> [EXERCISE DESCRIPTION]:
Pictures aside, please retype the whole listing word for word.

> [AVAILABLE DATA]:
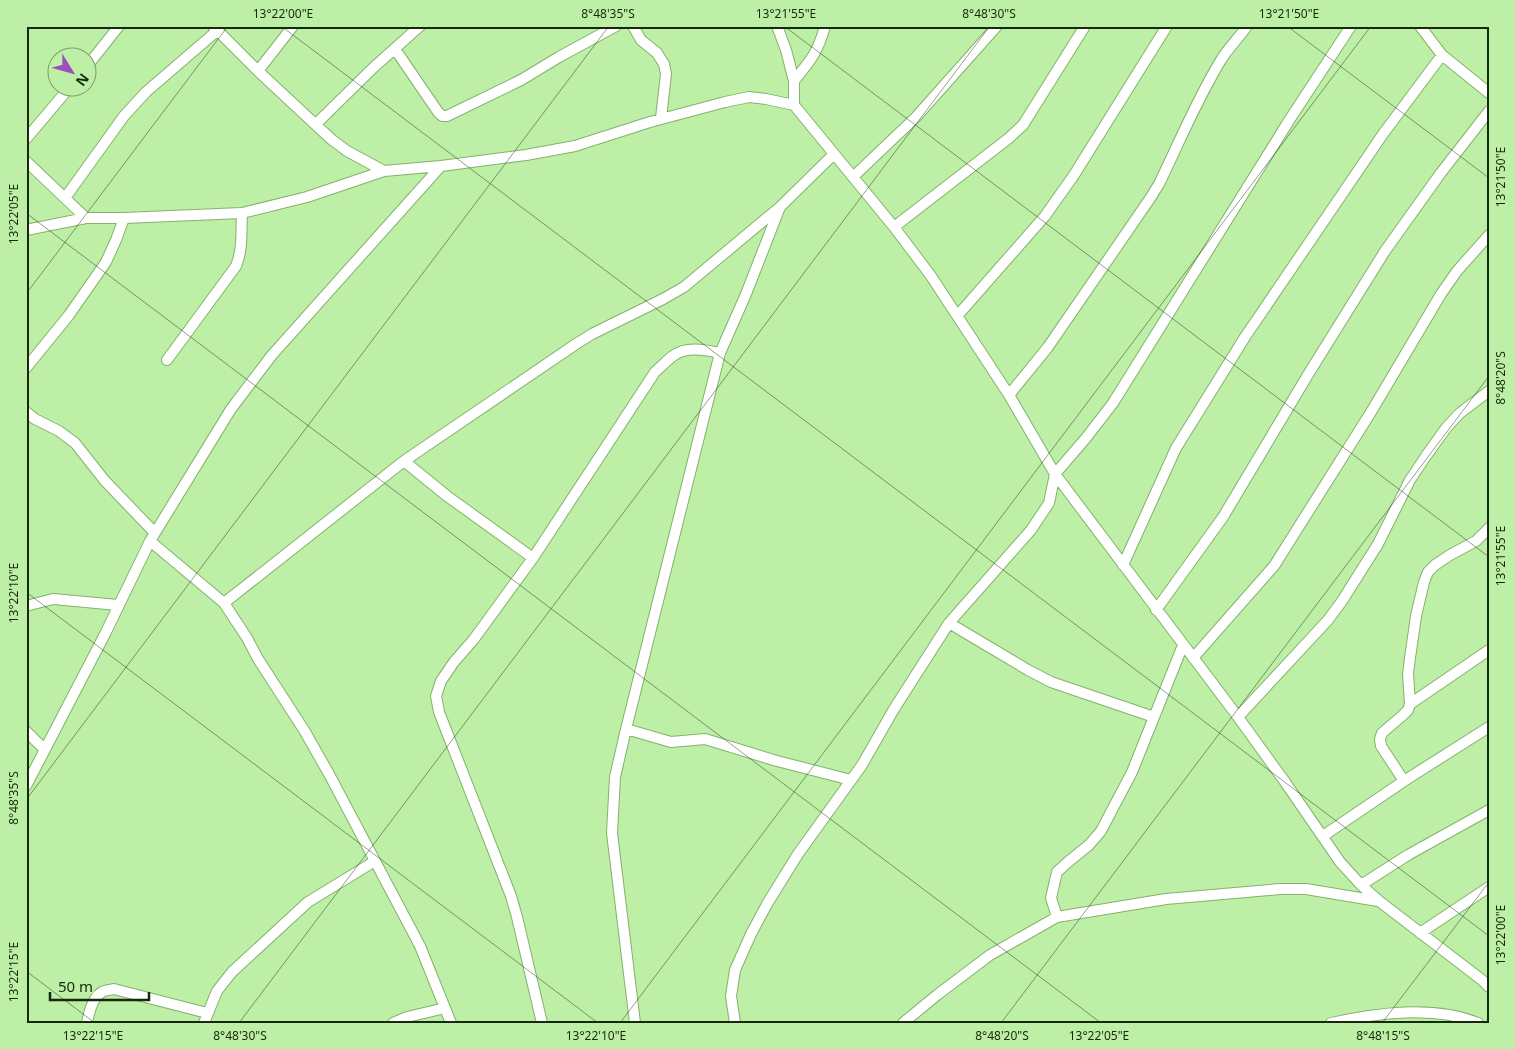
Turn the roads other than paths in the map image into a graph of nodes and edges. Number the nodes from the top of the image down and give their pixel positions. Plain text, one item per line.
1 (119, 26) edge
2 (293, 26) edge
3 (419, 26) edge
4 (616, 26) edge
5 (633, 26) edge
6 (776, 26) edge
7 (825, 26) edge
8 (997, 26) edge
9 (1085, 26) edge
10 (1166, 26) edge
11 (1247, 26) edge
12 (1351, 26) edge
13 (1420, 26) edge
14 (215, 28) edge
15 (394, 49) junction
16 (98, 52) edge
17 (1442, 55) junction
18 (258, 71) junction
19 (794, 81) junction
20 (1489, 93) edge
21 (61, 98) edge
22 (794, 105) junction
23 (1489, 111) edge
24 (661, 118) junction
25 (316, 124) junction
26 (26, 139) edge
27 (834, 154) junction
28 (26, 161) edge
29 (441, 166) junction
30 (384, 171) junction
31 (853, 177) junction
32 (65, 198) junction
33 (780, 207) junction
34 (242, 213) junction
35 (86, 218) junction
36 (124, 218) junction
37 (894, 227) junction
38 (26, 230) edge
39 (1489, 234) edge
40 (958, 315) junction
41 (720, 354) junction
42 (167, 360) dead end
43 (26, 368) edge
44 (1489, 391) edge
45 (1009, 395) junction
46 (26, 412) edge
47 (404, 461) junction
48 (1055, 474) junction
49 (1489, 528) edge
50 (153, 537) junction
51 (532, 558) junction
52 (1123, 565) junction
53 (224, 603) junction
54 (118, 605) junction
55 (26, 606) edge
56 (1156, 610) junction
57 (949, 623) junction
58 (1183, 645) junction
59 (1489, 650) edge
60 (1192, 658) junction
61 (1410, 704) junction
62 (1154, 717) junction
63 (1238, 717) junction
64 (1489, 727) edge
65 (626, 729) junction
66 (26, 731) edge
67 (45, 750) junction
68 (851, 780) junction
69 (1404, 781) junction
70 (26, 786) edge
71 (1489, 810) edge
72 (1323, 836) junction
73 (375, 861) junction
74 (1361, 884) junction
75 (1489, 887) edge
76 (1379, 901) junction
77 (1057, 917) junction
78 (1420, 933) junction
79 (1486, 981) edge
80 (445, 1008) junction
81 (206, 1018) edge
82 (1346, 1021) edge
83 (87, 1023) edge
84 (393, 1023) edge
85 (451, 1023) edge
86 (542, 1023) edge
87 (635, 1023) edge
88 (735, 1023) edge
89 (903, 1023) edge
90 (1330, 1023) edge
91 (1478, 1023) edge

1 - 16 street
2 - 18 street
3 - 15 street
4 - 15 street
5 - 24 street
6 - 19 street
7 - 19 street
8 - 31 street
9 - 37 street
10 - 40 street
11 - 45 street
12 - 48 street
13 - 17 street
14 - 18 street
14 - 32 street
15 - 25 street
17 - 20 street
17 - 52 street
18 - 25 street
19 - 22 street
21 - 26 street
22 - 24 street
22 - 27 street
23 - 56 street
24 - 29 street
25 - 30 street
27 - 31 street
27 - 33 street
28 - 32 street
29 - 30 street
29 - 50 street
30 - 34 street
31 - 37 street
32 - 35 street
33 - 41 street
33 - 47 street
34 - 36 street
34 - 42 street
35 - 36 street
35 - 38 street
36 - 43 street
37 - 40 street
39 - 60 street
40 - 45 street
41 - 51 street
41 - 65 street
44 - 63 street
45 - 48 street
46 - 50 street
47 - 51 street
47 - 53 street
48 - 52 street
48 - 57 street
49 - 61 street
50 - 53 street
50 - 54 street
51 - 86 street
52 - 56 street
53 - 73 street
54 - 55 street
54 - 67 street
56 - 58 street
57 - 62 street
57 - 68 street
58 - 60 street
58 - 62 street
59 - 61 street
60 - 63 street
61 - 69 street
62 - 77 street
63 - 72 street
64 - 69 street
65 - 68 street
65 - 87 street
66 - 67 street
67 - 70 street
68 - 88 street
69 - 72 street
71 - 74 street
72 - 74 street
73 - 80 street
73 - 81 street
74 - 76 street
75 - 78 street
76 - 77 street
76 - 78 street
77 - 89 street
78 - 79 street
80 - 84 street
80 - 85 street
81 - 83 street
82 - 90 street
82 - 91 street

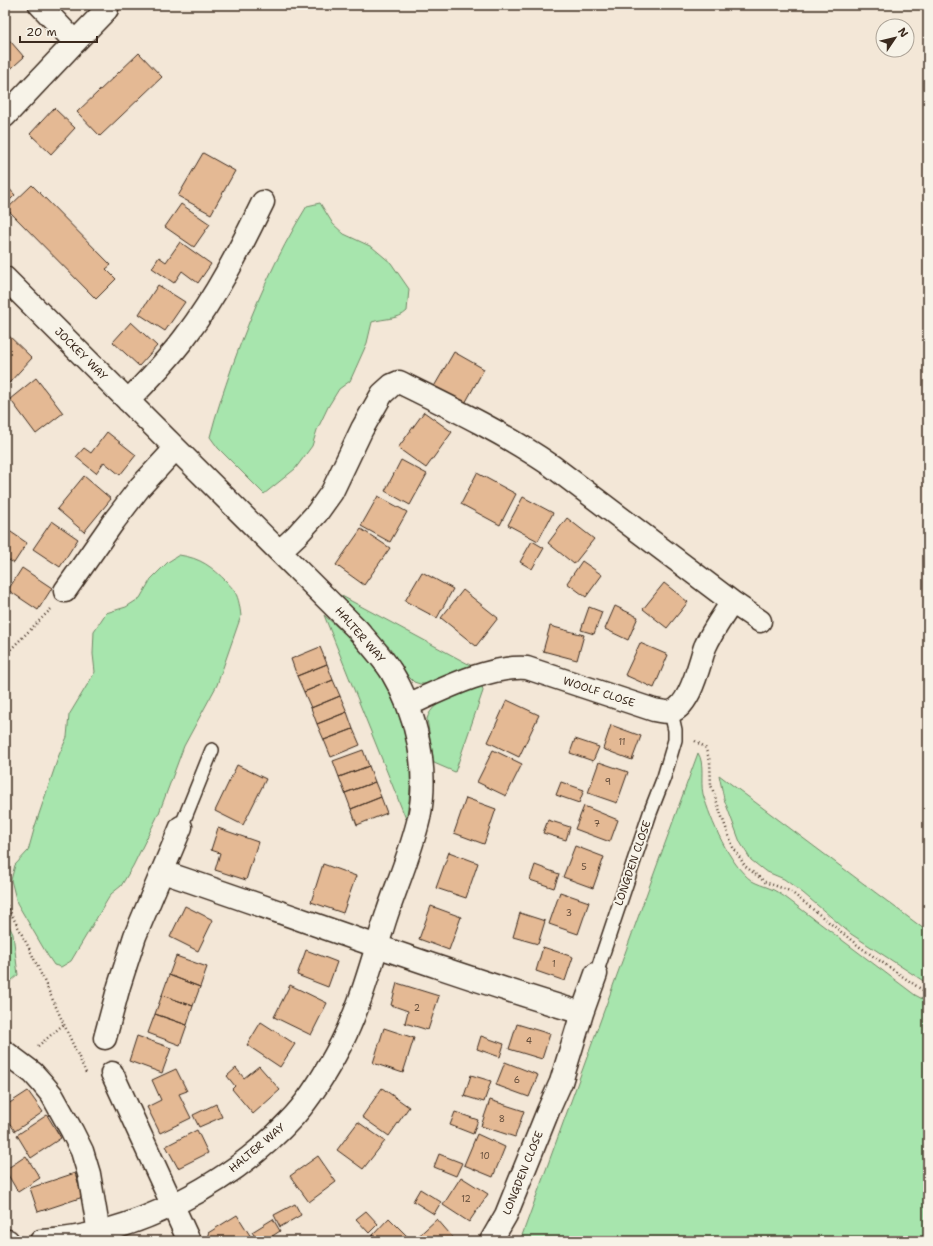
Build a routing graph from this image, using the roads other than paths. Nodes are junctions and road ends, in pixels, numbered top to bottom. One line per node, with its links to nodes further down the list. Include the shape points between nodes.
1 (40, 5): 3 (street)
2 (107, 9): 3 (street)
3 (76, 42): 4 (street)
4 (5, 116)
5 (263, 202): 7 (street, via 236,257 199,319)
6 (5, 278): 7 (street, JOCKEY WAY)
7 (128, 401): 8 (street, JOCKEY WAY)
8 (158, 431): 9 (street, HALTER WAY)
9 (175, 449): 10 (street, HALTER WAY); 11 (street, via 114,521)
10 (280, 551): 12 (street, via 318,513 332,492 382,394 399,382 521,445); 14 (street, HALTER WAY, via 358,629 390,671)
11 (65, 591)
12 (732, 602): 13 (street); 15 (street, via 706,646 693,684)
13 (760, 622)
14 (408, 705): 15 (street, WOOLF CLOSE, via 475,677 514,667 526,668 663,712); 19 (street, HALTER WAY, via 422,765 422,797 419,817)
15 (673, 721): 20 (lane, LONGDEN CLOSE, via 675,740 664,777)
16 (212, 750): 17 (lane)
17 (181, 827): 18 (street)
18 (163, 872): 19 (street); 22 (street, via 130,950)
19 (377, 947): 21 (street); 25 (street, HALTER WAY, via 342,1043 313,1091 295,1114 268,1142 238,1166)
20 (596, 974): 21 (street, LONGDEN CLOSE)
21 (582, 1013): 29 (street, LONGDEN CLOSE, via 561,1082 506,1215)
22 (105, 1038)
23 (12, 1057): 26 (street, via 33,1073 52,1095 82,1151)
24 (112, 1073): 25 (street)
25 (173, 1205): 26 (street, HALTER WAY); 28 (street)
26 (113, 1234): 27 (street, HALTER WAY)
27 (41, 1241)
28 (189, 1241)
29 (492, 1241)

> [RESPONSE BOX]:
Turn the roads other than paths in the map image into a graph of nodes and edges. Number the nodes from the top of the image down and give their pixel positions. Plain text, one item per line.
1 (119, 26) edge
2 (293, 26) edge
3 (419, 26) edge
4 (616, 26) edge
5 (633, 26) edge
6 (776, 26) edge
7 (825, 26) edge
8 (997, 26) edge
9 (1085, 26) edge
10 (1166, 26) edge
11 (1247, 26) edge
12 (1351, 26) edge
13 (1420, 26) edge
14 (215, 28) edge
15 (394, 49) junction
16 (98, 52) edge
17 (1442, 55) junction
18 (258, 71) junction
19 (794, 81) junction
20 (1489, 93) edge
21 (61, 98) edge
22 (794, 105) junction
23 (1489, 111) edge
24 (661, 118) junction
25 (316, 124) junction
26 (26, 139) edge
27 (834, 154) junction
28 (26, 161) edge
29 (441, 166) junction
30 (384, 171) junction
31 (853, 177) junction
32 (65, 198) junction
33 (780, 207) junction
34 (242, 213) junction
35 (86, 218) junction
36 (124, 218) junction
37 (894, 227) junction
38 (26, 230) edge
39 (1489, 234) edge
40 (958, 315) junction
41 (720, 354) junction
42 (167, 360) dead end
43 (26, 368) edge
44 (1489, 391) edge
45 (1009, 395) junction
46 (26, 412) edge
47 (404, 461) junction
48 (1055, 474) junction
49 (1489, 528) edge
50 (153, 537) junction
51 (532, 558) junction
52 (1123, 565) junction
53 (224, 603) junction
54 (118, 605) junction
55 (26, 606) edge
56 (1156, 610) junction
57 (949, 623) junction
58 (1183, 645) junction
59 (1489, 650) edge
60 (1192, 658) junction
61 (1410, 704) junction
62 (1154, 717) junction
63 (1238, 717) junction
64 (1489, 727) edge
65 (626, 729) junction
66 (26, 731) edge
67 (45, 750) junction
68 (851, 780) junction
69 (1404, 781) junction
70 (26, 786) edge
71 (1489, 810) edge
72 (1323, 836) junction
73 (375, 861) junction
74 (1361, 884) junction
75 (1489, 887) edge
76 (1379, 901) junction
77 (1057, 917) junction
78 (1420, 933) junction
79 (1486, 981) edge
80 (445, 1008) junction
81 (206, 1018) edge
82 (1346, 1021) edge
83 (87, 1023) edge
84 (393, 1023) edge
85 (451, 1023) edge
86 (542, 1023) edge
87 (635, 1023) edge
88 (735, 1023) edge
89 (903, 1023) edge
90 (1330, 1023) edge
91 (1478, 1023) edge

1 - 16 street
2 - 18 street
3 - 15 street
4 - 15 street
5 - 24 street
6 - 19 street
7 - 19 street
8 - 31 street
9 - 37 street
10 - 40 street
11 - 45 street
12 - 48 street
13 - 17 street
14 - 18 street
14 - 32 street
15 - 25 street
17 - 20 street
17 - 52 street
18 - 25 street
19 - 22 street
21 - 26 street
22 - 24 street
22 - 27 street
23 - 56 street
24 - 29 street
25 - 30 street
27 - 31 street
27 - 33 street
28 - 32 street
29 - 30 street
29 - 50 street
30 - 34 street
31 - 37 street
32 - 35 street
33 - 41 street
33 - 47 street
34 - 36 street
34 - 42 street
35 - 36 street
35 - 38 street
36 - 43 street
37 - 40 street
39 - 60 street
40 - 45 street
41 - 51 street
41 - 65 street
44 - 63 street
45 - 48 street
46 - 50 street
47 - 51 street
47 - 53 street
48 - 52 street
48 - 57 street
49 - 61 street
50 - 53 street
50 - 54 street
51 - 86 street
52 - 56 street
53 - 73 street
54 - 55 street
54 - 67 street
56 - 58 street
57 - 62 street
57 - 68 street
58 - 60 street
58 - 62 street
59 - 61 street
60 - 63 street
61 - 69 street
62 - 77 street
63 - 72 street
64 - 69 street
65 - 68 street
65 - 87 street
66 - 67 street
67 - 70 street
68 - 88 street
69 - 72 street
71 - 74 street
72 - 74 street
73 - 80 street
73 - 81 street
74 - 76 street
75 - 78 street
76 - 77 street
76 - 78 street
77 - 89 street
78 - 79 street
80 - 84 street
80 - 85 street
81 - 83 street
82 - 90 street
82 - 91 street

Build a routing graph from this image, using the roads other than paths. Nodes are junctions and road ends, in pixels, numbered top to bottom. One line per node, with its links to nodes further down the list. Include the shape points between nodes.
1 (40, 5): 3 (street)
2 (107, 9): 3 (street)
3 (76, 42): 4 (street)
4 (5, 116)
5 (263, 202): 7 (street, via 236,257 199,319)
6 (5, 278): 7 (street, JOCKEY WAY)
7 (128, 401): 8 (street, JOCKEY WAY)
8 (158, 431): 9 (street, HALTER WAY)
9 (175, 449): 10 (street, HALTER WAY); 11 (street, via 114,521)
10 (280, 551): 12 (street, via 318,513 332,492 382,394 399,382 521,445); 14 (street, HALTER WAY, via 358,629 390,671)
11 (65, 591)
12 (732, 602): 13 (street); 15 (street, via 706,646 693,684)
13 (760, 622)
14 (408, 705): 15 (street, WOOLF CLOSE, via 475,677 514,667 526,668 663,712); 19 (street, HALTER WAY, via 422,765 422,797 419,817)
15 (673, 721): 20 (lane, LONGDEN CLOSE, via 675,740 664,777)
16 (212, 750): 17 (lane)
17 (181, 827): 18 (street)
18 (163, 872): 19 (street); 22 (street, via 130,950)
19 (377, 947): 21 (street); 25 (street, HALTER WAY, via 342,1043 313,1091 295,1114 268,1142 238,1166)
20 (596, 974): 21 (street, LONGDEN CLOSE)
21 (582, 1013): 29 (street, LONGDEN CLOSE, via 561,1082 506,1215)
22 (105, 1038)
23 (12, 1057): 26 (street, via 33,1073 52,1095 82,1151)
24 (112, 1073): 25 (street)
25 (173, 1205): 26 (street, HALTER WAY); 28 (street)
26 (113, 1234): 27 (street, HALTER WAY)
27 (41, 1241)
28 (189, 1241)
29 (492, 1241)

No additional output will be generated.